**Entries shown**.
=== Section Start ===

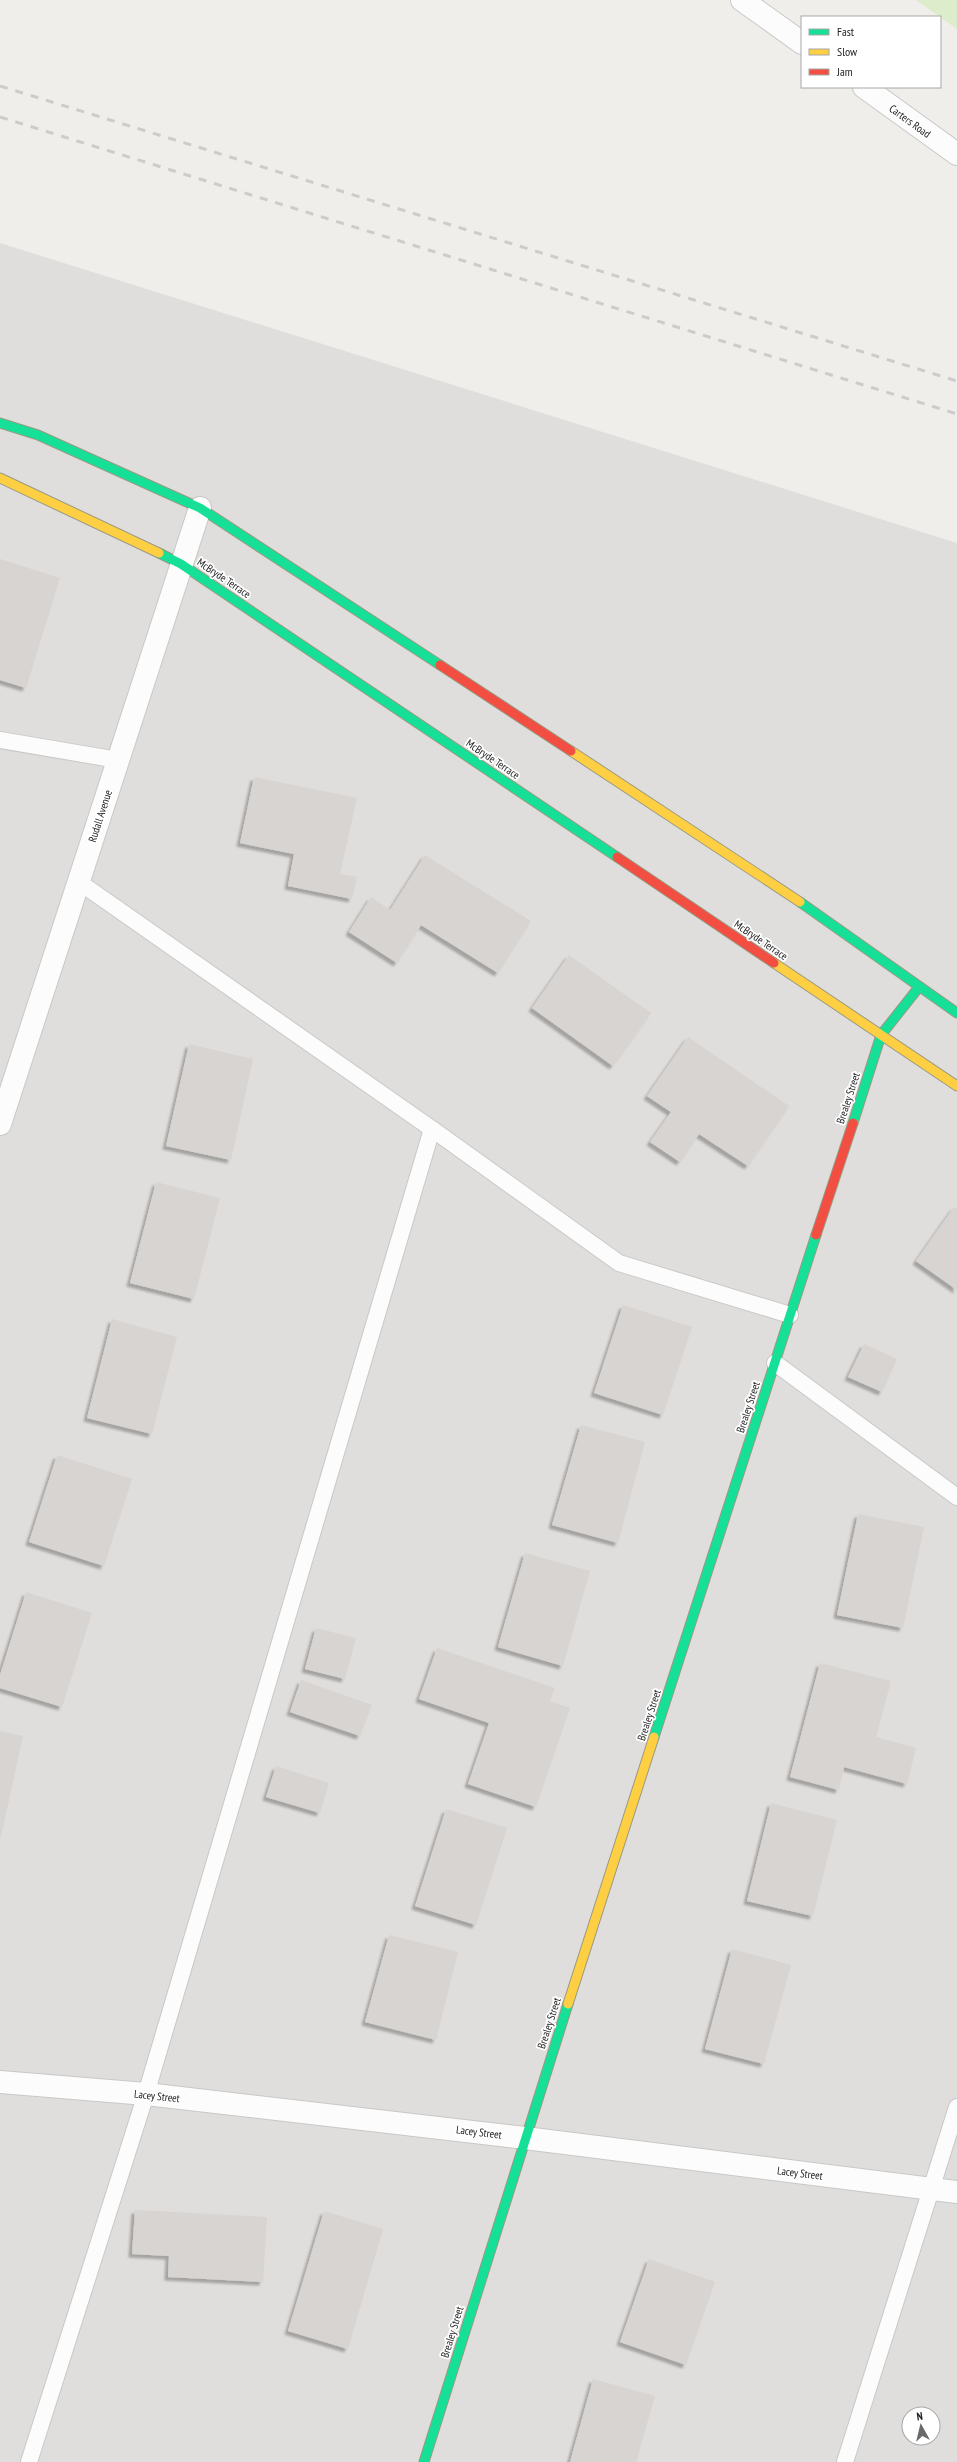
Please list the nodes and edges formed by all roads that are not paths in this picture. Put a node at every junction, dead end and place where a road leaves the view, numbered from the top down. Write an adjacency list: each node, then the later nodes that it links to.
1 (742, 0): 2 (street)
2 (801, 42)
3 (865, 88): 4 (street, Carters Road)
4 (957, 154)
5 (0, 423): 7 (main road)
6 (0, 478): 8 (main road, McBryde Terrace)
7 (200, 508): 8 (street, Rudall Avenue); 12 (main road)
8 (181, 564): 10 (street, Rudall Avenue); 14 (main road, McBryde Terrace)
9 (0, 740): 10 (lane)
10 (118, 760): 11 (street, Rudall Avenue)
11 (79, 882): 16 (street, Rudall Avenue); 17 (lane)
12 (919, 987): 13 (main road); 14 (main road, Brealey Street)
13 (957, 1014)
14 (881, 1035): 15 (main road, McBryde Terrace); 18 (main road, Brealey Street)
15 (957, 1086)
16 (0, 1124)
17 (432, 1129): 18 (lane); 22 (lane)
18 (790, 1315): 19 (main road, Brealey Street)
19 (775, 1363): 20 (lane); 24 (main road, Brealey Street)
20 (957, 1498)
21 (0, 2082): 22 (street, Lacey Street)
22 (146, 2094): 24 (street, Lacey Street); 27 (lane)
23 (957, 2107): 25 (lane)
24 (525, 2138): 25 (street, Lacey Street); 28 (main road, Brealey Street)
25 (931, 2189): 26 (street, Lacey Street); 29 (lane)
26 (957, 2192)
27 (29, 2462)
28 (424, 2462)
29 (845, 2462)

=== Section End ===

**Task details**.
Restate all entries exactly; pictures stay out.

**Response to this exercise**.
Please list the nodes and edges formed by all roads that are not paths in this picture. Put a node at every junction, dead end and place where a road leaves the view, numbered from the top down. Write an adjacency list: each node, then the later nodes that it links to.
1 (742, 0): 2 (street)
2 (801, 42)
3 (865, 88): 4 (street, Carters Road)
4 (957, 154)
5 (0, 423): 7 (main road)
6 (0, 478): 8 (main road, McBryde Terrace)
7 (200, 508): 8 (street, Rudall Avenue); 12 (main road)
8 (181, 564): 10 (street, Rudall Avenue); 14 (main road, McBryde Terrace)
9 (0, 740): 10 (lane)
10 (118, 760): 11 (street, Rudall Avenue)
11 (79, 882): 16 (street, Rudall Avenue); 17 (lane)
12 (919, 987): 13 (main road); 14 (main road, Brealey Street)
13 (957, 1014)
14 (881, 1035): 15 (main road, McBryde Terrace); 18 (main road, Brealey Street)
15 (957, 1086)
16 (0, 1124)
17 (432, 1129): 18 (lane); 22 (lane)
18 (790, 1315): 19 (main road, Brealey Street)
19 (775, 1363): 20 (lane); 24 (main road, Brealey Street)
20 (957, 1498)
21 (0, 2082): 22 (street, Lacey Street)
22 (146, 2094): 24 (street, Lacey Street); 27 (lane)
23 (957, 2107): 25 (lane)
24 (525, 2138): 25 (street, Lacey Street); 28 (main road, Brealey Street)
25 (931, 2189): 26 (street, Lacey Street); 29 (lane)
26 (957, 2192)
27 (29, 2462)
28 (424, 2462)
29 (845, 2462)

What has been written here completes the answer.